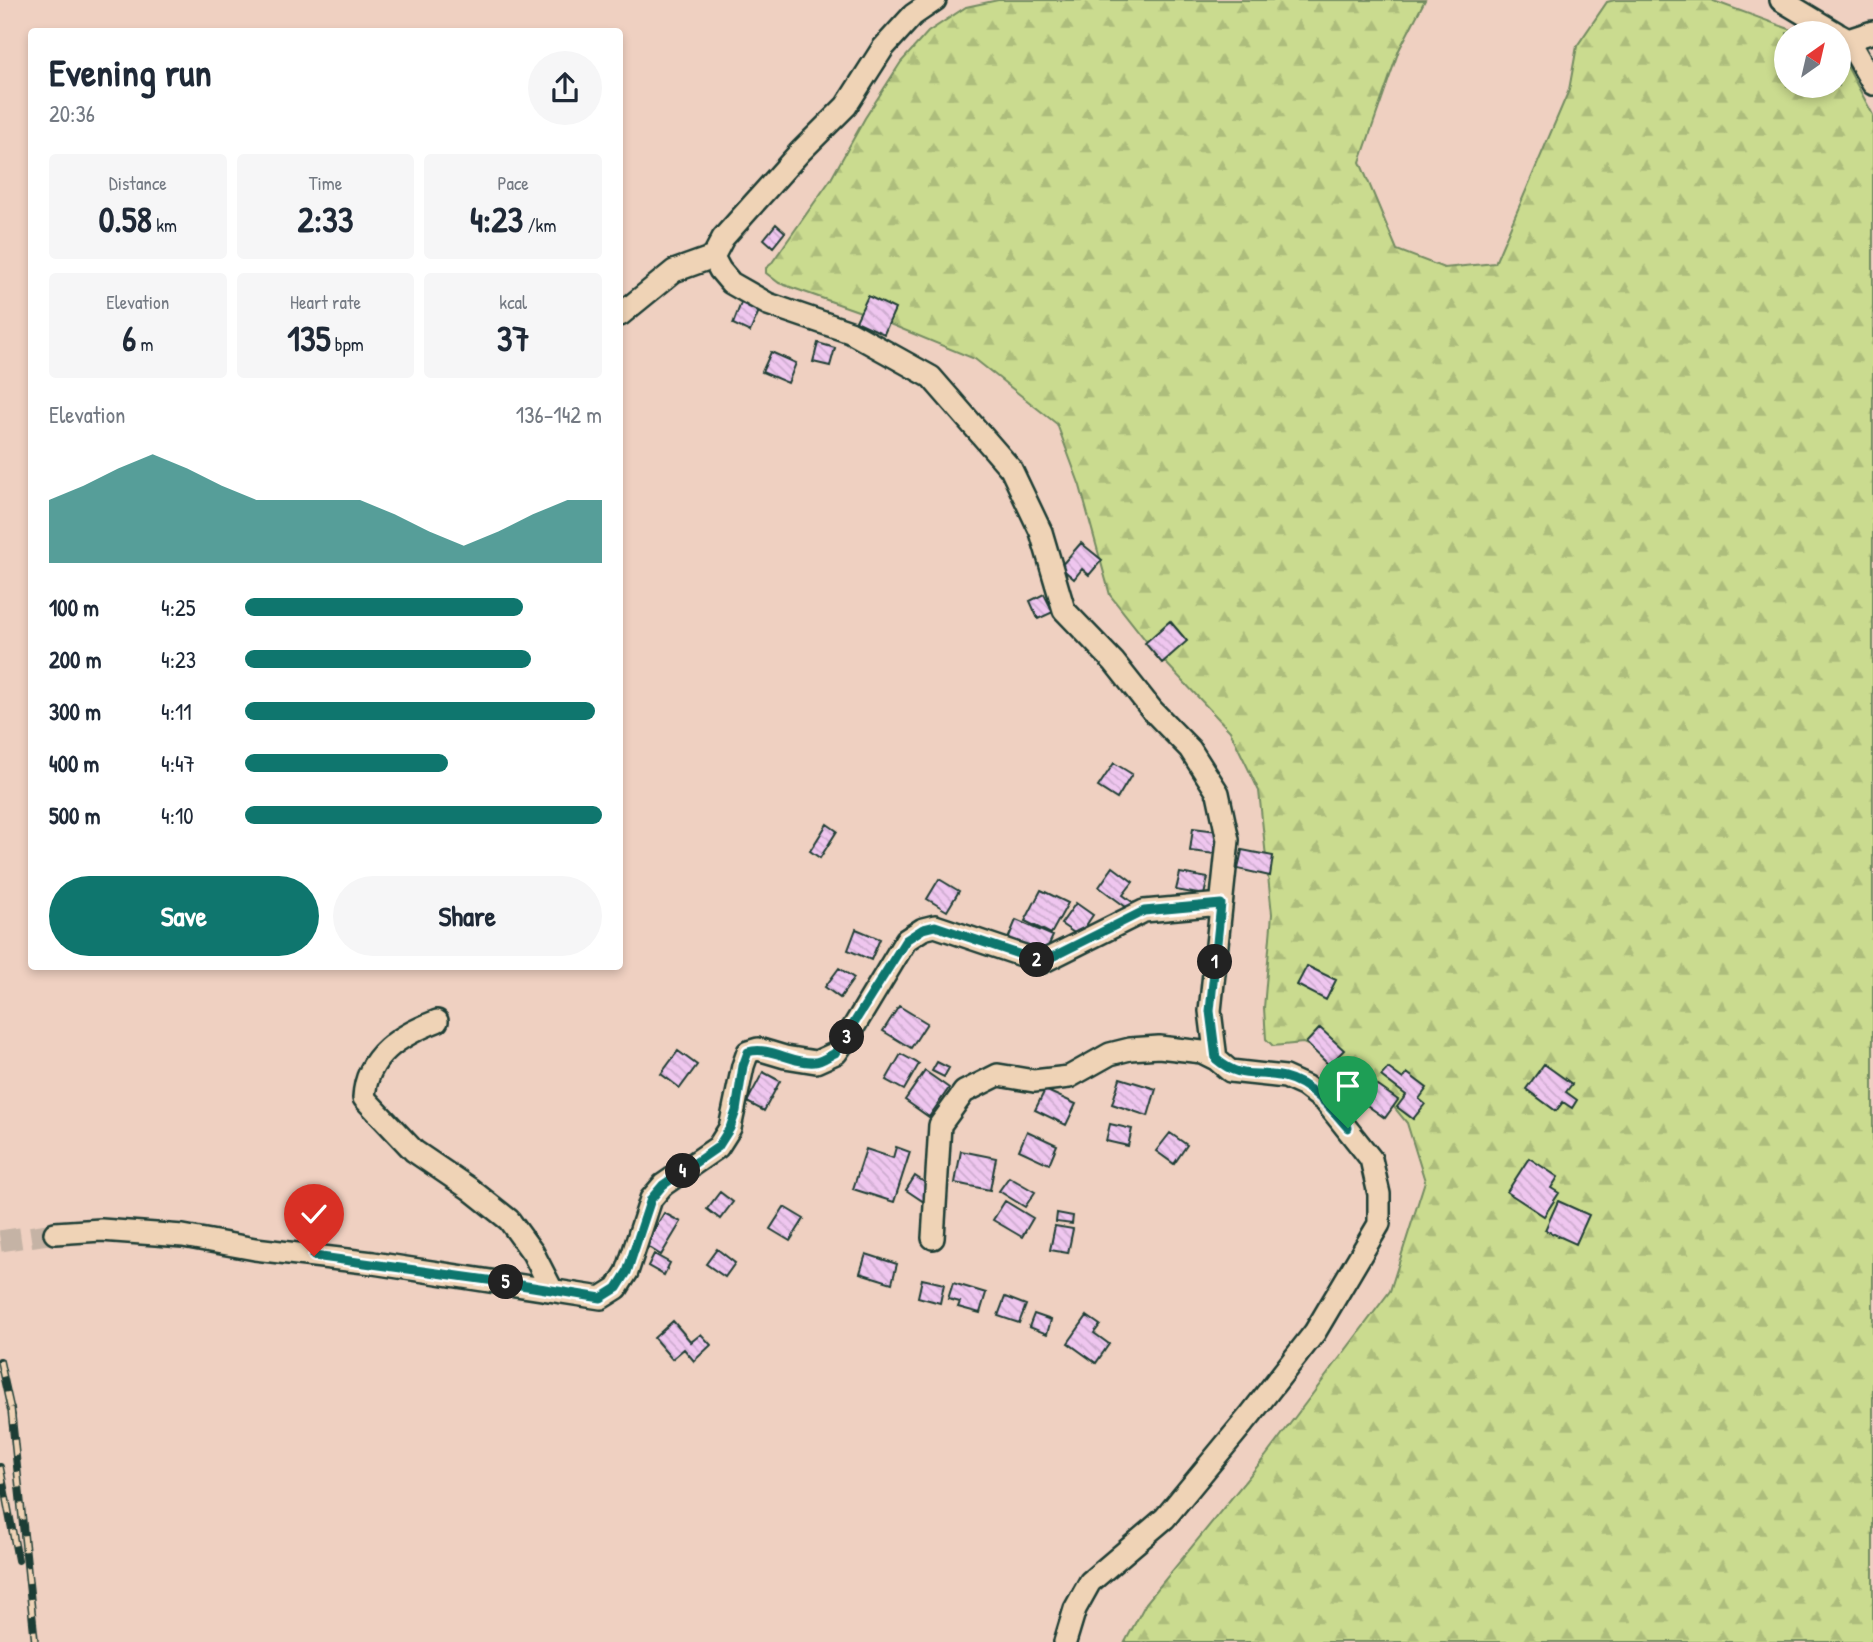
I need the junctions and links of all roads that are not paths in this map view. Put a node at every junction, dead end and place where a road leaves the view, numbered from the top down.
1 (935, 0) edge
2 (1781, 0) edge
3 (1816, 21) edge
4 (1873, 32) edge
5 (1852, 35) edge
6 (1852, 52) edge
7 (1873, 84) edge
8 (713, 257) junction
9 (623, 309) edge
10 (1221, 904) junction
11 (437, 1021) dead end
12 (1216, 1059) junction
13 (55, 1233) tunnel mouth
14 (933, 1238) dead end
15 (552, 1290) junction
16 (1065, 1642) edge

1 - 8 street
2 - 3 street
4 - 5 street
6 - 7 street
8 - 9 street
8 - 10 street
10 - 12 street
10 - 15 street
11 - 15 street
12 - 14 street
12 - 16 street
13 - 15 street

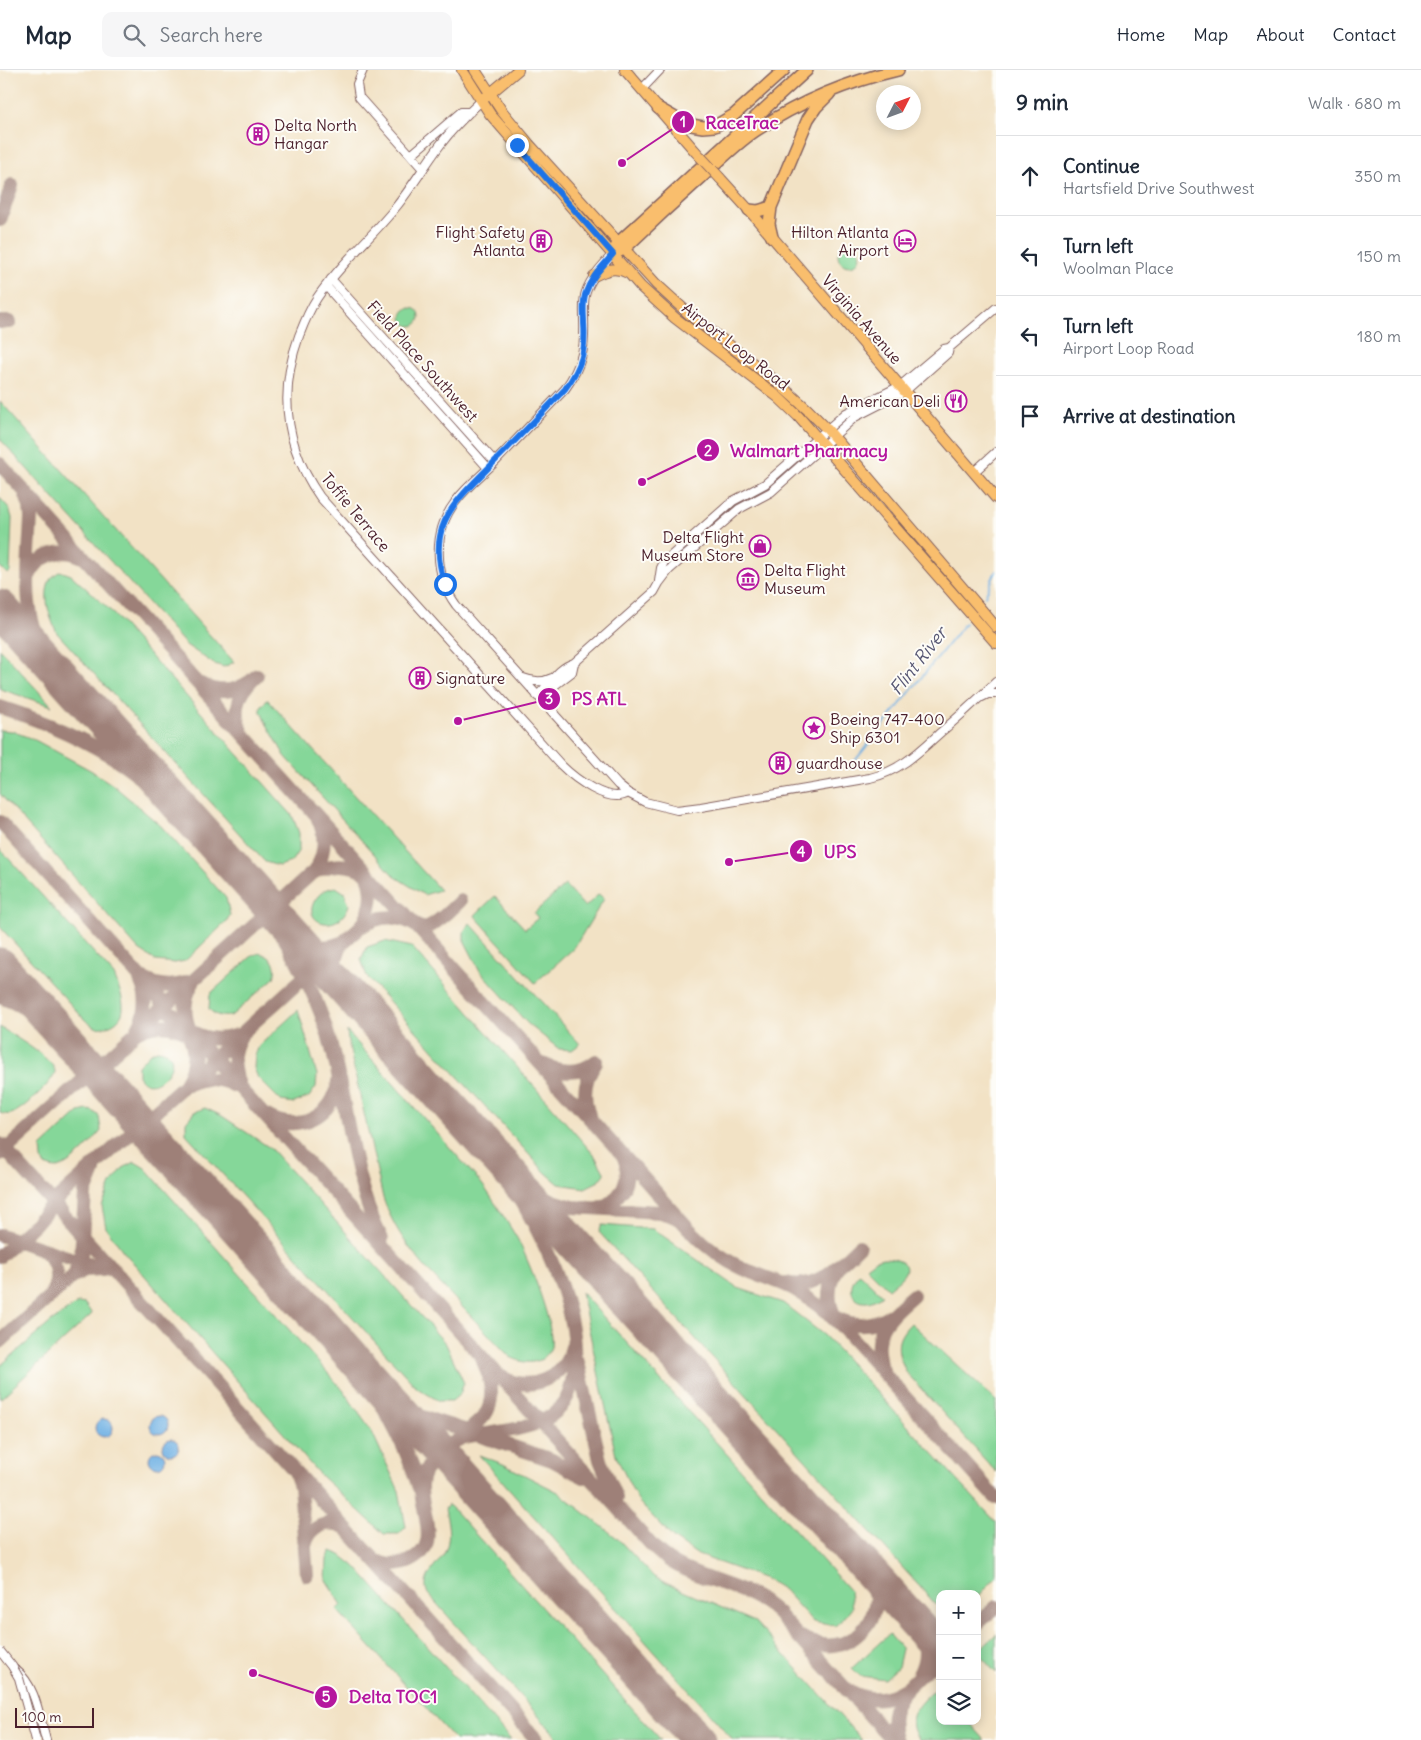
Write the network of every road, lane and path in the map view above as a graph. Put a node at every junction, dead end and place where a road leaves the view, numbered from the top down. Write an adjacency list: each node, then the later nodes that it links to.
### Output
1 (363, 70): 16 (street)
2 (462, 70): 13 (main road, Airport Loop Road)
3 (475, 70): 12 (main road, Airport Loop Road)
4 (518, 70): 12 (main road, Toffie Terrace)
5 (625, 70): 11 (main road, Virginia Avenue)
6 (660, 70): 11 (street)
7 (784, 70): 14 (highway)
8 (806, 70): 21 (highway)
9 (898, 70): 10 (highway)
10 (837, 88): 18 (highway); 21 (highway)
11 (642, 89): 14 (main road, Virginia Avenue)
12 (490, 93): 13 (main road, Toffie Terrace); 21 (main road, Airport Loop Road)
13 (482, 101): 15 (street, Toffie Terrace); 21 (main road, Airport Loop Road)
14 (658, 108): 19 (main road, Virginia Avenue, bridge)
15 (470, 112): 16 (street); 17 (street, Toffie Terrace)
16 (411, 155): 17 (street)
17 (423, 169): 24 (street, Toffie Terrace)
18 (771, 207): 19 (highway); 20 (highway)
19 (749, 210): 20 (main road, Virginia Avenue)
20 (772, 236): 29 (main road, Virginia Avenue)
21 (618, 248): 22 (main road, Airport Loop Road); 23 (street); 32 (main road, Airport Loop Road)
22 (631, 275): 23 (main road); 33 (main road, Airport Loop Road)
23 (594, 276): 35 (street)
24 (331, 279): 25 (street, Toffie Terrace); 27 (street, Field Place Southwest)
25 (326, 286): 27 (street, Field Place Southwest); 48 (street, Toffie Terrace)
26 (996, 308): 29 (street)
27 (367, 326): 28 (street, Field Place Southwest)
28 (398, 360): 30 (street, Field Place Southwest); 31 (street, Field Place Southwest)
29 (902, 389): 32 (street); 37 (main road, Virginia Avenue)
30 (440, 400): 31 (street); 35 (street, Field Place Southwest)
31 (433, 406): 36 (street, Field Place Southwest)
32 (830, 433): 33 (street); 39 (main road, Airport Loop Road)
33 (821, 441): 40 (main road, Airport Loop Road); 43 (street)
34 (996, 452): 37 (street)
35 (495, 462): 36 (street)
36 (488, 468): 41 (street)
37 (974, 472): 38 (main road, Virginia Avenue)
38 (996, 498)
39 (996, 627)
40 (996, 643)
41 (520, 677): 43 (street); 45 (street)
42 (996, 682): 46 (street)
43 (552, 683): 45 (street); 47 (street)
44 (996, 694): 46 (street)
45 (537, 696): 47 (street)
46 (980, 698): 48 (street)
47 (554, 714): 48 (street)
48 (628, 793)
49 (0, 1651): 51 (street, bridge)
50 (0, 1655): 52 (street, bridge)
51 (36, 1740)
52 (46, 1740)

▶ _Description of the task_
Which lines in the data hold the string "highway"? Copy each of them.

▶ _Answer space_
7 (784, 70): 14 (highway)
8 (806, 70): 21 (highway)
9 (898, 70): 10 (highway)
10 (837, 88): 18 (highway); 21 (highway)
18 (771, 207): 19 (highway); 20 (highway)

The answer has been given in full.